▸ **Directions**:
Transcribe every record exactly, omitting none.

▸ **Data under study**:

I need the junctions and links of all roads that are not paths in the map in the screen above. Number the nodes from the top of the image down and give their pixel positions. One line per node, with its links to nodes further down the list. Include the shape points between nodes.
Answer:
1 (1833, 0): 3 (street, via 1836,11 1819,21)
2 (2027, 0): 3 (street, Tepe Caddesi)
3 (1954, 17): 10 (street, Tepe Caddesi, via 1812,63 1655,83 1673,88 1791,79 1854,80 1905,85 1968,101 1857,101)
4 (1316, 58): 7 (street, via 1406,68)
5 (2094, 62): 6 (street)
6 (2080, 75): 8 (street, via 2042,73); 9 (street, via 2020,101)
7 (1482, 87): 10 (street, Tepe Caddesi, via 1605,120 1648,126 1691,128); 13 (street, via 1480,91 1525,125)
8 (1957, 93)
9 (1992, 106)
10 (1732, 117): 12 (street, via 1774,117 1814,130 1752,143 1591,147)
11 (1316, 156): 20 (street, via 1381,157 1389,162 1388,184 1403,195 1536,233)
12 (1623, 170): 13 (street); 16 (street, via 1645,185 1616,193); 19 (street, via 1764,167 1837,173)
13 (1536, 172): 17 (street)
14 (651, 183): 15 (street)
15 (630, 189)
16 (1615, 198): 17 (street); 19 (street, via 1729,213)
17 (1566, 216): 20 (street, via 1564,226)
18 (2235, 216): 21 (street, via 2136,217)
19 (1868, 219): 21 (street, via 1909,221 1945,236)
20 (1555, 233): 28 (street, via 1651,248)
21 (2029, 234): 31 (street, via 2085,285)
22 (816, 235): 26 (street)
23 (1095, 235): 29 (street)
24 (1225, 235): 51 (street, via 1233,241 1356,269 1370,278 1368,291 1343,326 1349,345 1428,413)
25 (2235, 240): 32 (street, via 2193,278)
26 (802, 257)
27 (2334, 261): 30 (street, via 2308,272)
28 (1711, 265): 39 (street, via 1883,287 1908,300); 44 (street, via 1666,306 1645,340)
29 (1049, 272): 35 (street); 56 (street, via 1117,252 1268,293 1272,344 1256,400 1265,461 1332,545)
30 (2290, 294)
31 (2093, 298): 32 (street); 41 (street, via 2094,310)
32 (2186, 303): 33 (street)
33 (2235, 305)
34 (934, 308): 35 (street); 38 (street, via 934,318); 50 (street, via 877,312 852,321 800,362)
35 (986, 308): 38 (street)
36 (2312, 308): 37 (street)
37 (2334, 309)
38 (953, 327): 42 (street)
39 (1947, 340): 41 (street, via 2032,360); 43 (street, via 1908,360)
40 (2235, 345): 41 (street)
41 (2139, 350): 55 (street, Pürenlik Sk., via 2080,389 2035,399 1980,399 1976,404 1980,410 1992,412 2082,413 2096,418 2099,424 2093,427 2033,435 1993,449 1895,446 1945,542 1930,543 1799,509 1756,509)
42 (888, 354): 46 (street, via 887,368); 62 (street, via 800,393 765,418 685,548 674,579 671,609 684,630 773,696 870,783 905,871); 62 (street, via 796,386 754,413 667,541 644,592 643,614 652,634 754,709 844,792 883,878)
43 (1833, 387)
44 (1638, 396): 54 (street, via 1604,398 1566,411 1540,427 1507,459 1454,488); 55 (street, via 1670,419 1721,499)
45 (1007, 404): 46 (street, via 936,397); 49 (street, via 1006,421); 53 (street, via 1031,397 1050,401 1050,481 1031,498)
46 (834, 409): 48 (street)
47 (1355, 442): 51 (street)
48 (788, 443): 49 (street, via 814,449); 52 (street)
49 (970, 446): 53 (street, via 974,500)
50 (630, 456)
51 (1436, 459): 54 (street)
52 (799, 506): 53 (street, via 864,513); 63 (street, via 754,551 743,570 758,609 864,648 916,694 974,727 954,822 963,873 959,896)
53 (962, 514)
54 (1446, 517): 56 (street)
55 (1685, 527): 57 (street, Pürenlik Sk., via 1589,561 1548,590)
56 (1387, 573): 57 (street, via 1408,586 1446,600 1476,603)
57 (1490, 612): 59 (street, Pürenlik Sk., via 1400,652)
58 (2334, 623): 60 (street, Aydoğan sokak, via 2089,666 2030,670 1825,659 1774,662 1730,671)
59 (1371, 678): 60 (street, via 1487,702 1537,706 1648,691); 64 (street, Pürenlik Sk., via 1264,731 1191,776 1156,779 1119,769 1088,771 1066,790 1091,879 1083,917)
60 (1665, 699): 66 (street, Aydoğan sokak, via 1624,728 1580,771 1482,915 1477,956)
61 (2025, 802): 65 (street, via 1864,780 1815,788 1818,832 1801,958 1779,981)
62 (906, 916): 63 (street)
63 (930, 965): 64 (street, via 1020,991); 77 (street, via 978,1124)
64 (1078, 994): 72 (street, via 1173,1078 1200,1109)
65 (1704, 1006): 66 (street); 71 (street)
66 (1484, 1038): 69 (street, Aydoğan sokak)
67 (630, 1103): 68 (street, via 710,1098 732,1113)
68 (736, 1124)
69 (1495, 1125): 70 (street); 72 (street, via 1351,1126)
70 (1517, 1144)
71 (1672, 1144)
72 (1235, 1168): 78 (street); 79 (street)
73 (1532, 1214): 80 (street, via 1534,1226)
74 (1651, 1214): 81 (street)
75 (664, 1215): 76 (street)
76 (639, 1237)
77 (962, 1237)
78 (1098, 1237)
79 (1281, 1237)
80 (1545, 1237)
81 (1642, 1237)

▸ **Solution to this task**:
I need the junctions and links of all roads that are not paths in the map in the screen above. Number the nodes from the top of the image down and give their pixel positions. One line per node, with its links to nodes further down the list. Include the shape points between nodes.
Answer:
1 (1833, 0): 3 (street, via 1836,11 1819,21)
2 (2027, 0): 3 (street, Tepe Caddesi)
3 (1954, 17): 10 (street, Tepe Caddesi, via 1812,63 1655,83 1673,88 1791,79 1854,80 1905,85 1968,101 1857,101)
4 (1316, 58): 7 (street, via 1406,68)
5 (2094, 62): 6 (street)
6 (2080, 75): 8 (street, via 2042,73); 9 (street, via 2020,101)
7 (1482, 87): 10 (street, Tepe Caddesi, via 1605,120 1648,126 1691,128); 13 (street, via 1480,91 1525,125)
8 (1957, 93)
9 (1992, 106)
10 (1732, 117): 12 (street, via 1774,117 1814,130 1752,143 1591,147)
11 (1316, 156): 20 (street, via 1381,157 1389,162 1388,184 1403,195 1536,233)
12 (1623, 170): 13 (street); 16 (street, via 1645,185 1616,193); 19 (street, via 1764,167 1837,173)
13 (1536, 172): 17 (street)
14 (651, 183): 15 (street)
15 (630, 189)
16 (1615, 198): 17 (street); 19 (street, via 1729,213)
17 (1566, 216): 20 (street, via 1564,226)
18 (2235, 216): 21 (street, via 2136,217)
19 (1868, 219): 21 (street, via 1909,221 1945,236)
20 (1555, 233): 28 (street, via 1651,248)
21 (2029, 234): 31 (street, via 2085,285)
22 (816, 235): 26 (street)
23 (1095, 235): 29 (street)
24 (1225, 235): 51 (street, via 1233,241 1356,269 1370,278 1368,291 1343,326 1349,345 1428,413)
25 (2235, 240): 32 (street, via 2193,278)
26 (802, 257)
27 (2334, 261): 30 (street, via 2308,272)
28 (1711, 265): 39 (street, via 1883,287 1908,300); 44 (street, via 1666,306 1645,340)
29 (1049, 272): 35 (street); 56 (street, via 1117,252 1268,293 1272,344 1256,400 1265,461 1332,545)
30 (2290, 294)
31 (2093, 298): 32 (street); 41 (street, via 2094,310)
32 (2186, 303): 33 (street)
33 (2235, 305)
34 (934, 308): 35 (street); 38 (street, via 934,318); 50 (street, via 877,312 852,321 800,362)
35 (986, 308): 38 (street)
36 (2312, 308): 37 (street)
37 (2334, 309)
38 (953, 327): 42 (street)
39 (1947, 340): 41 (street, via 2032,360); 43 (street, via 1908,360)
40 (2235, 345): 41 (street)
41 (2139, 350): 55 (street, Pürenlik Sk., via 2080,389 2035,399 1980,399 1976,404 1980,410 1992,412 2082,413 2096,418 2099,424 2093,427 2033,435 1993,449 1895,446 1945,542 1930,543 1799,509 1756,509)
42 (888, 354): 46 (street, via 887,368); 62 (street, via 800,393 765,418 685,548 674,579 671,609 684,630 773,696 870,783 905,871); 62 (street, via 796,386 754,413 667,541 644,592 643,614 652,634 754,709 844,792 883,878)
43 (1833, 387)
44 (1638, 396): 54 (street, via 1604,398 1566,411 1540,427 1507,459 1454,488); 55 (street, via 1670,419 1721,499)
45 (1007, 404): 46 (street, via 936,397); 49 (street, via 1006,421); 53 (street, via 1031,397 1050,401 1050,481 1031,498)
46 (834, 409): 48 (street)
47 (1355, 442): 51 (street)
48 (788, 443): 49 (street, via 814,449); 52 (street)
49 (970, 446): 53 (street, via 974,500)
50 (630, 456)
51 (1436, 459): 54 (street)
52 (799, 506): 53 (street, via 864,513); 63 (street, via 754,551 743,570 758,609 864,648 916,694 974,727 954,822 963,873 959,896)
53 (962, 514)
54 (1446, 517): 56 (street)
55 (1685, 527): 57 (street, Pürenlik Sk., via 1589,561 1548,590)
56 (1387, 573): 57 (street, via 1408,586 1446,600 1476,603)
57 (1490, 612): 59 (street, Pürenlik Sk., via 1400,652)
58 (2334, 623): 60 (street, Aydoğan sokak, via 2089,666 2030,670 1825,659 1774,662 1730,671)
59 (1371, 678): 60 (street, via 1487,702 1537,706 1648,691); 64 (street, Pürenlik Sk., via 1264,731 1191,776 1156,779 1119,769 1088,771 1066,790 1091,879 1083,917)
60 (1665, 699): 66 (street, Aydoğan sokak, via 1624,728 1580,771 1482,915 1477,956)
61 (2025, 802): 65 (street, via 1864,780 1815,788 1818,832 1801,958 1779,981)
62 (906, 916): 63 (street)
63 (930, 965): 64 (street, via 1020,991); 77 (street, via 978,1124)
64 (1078, 994): 72 (street, via 1173,1078 1200,1109)
65 (1704, 1006): 66 (street); 71 (street)
66 (1484, 1038): 69 (street, Aydoğan sokak)
67 (630, 1103): 68 (street, via 710,1098 732,1113)
68 (736, 1124)
69 (1495, 1125): 70 (street); 72 (street, via 1351,1126)
70 (1517, 1144)
71 (1672, 1144)
72 (1235, 1168): 78 (street); 79 (street)
73 (1532, 1214): 80 (street, via 1534,1226)
74 (1651, 1214): 81 (street)
75 (664, 1215): 76 (street)
76 (639, 1237)
77 (962, 1237)
78 (1098, 1237)
79 (1281, 1237)
80 (1545, 1237)
81 (1642, 1237)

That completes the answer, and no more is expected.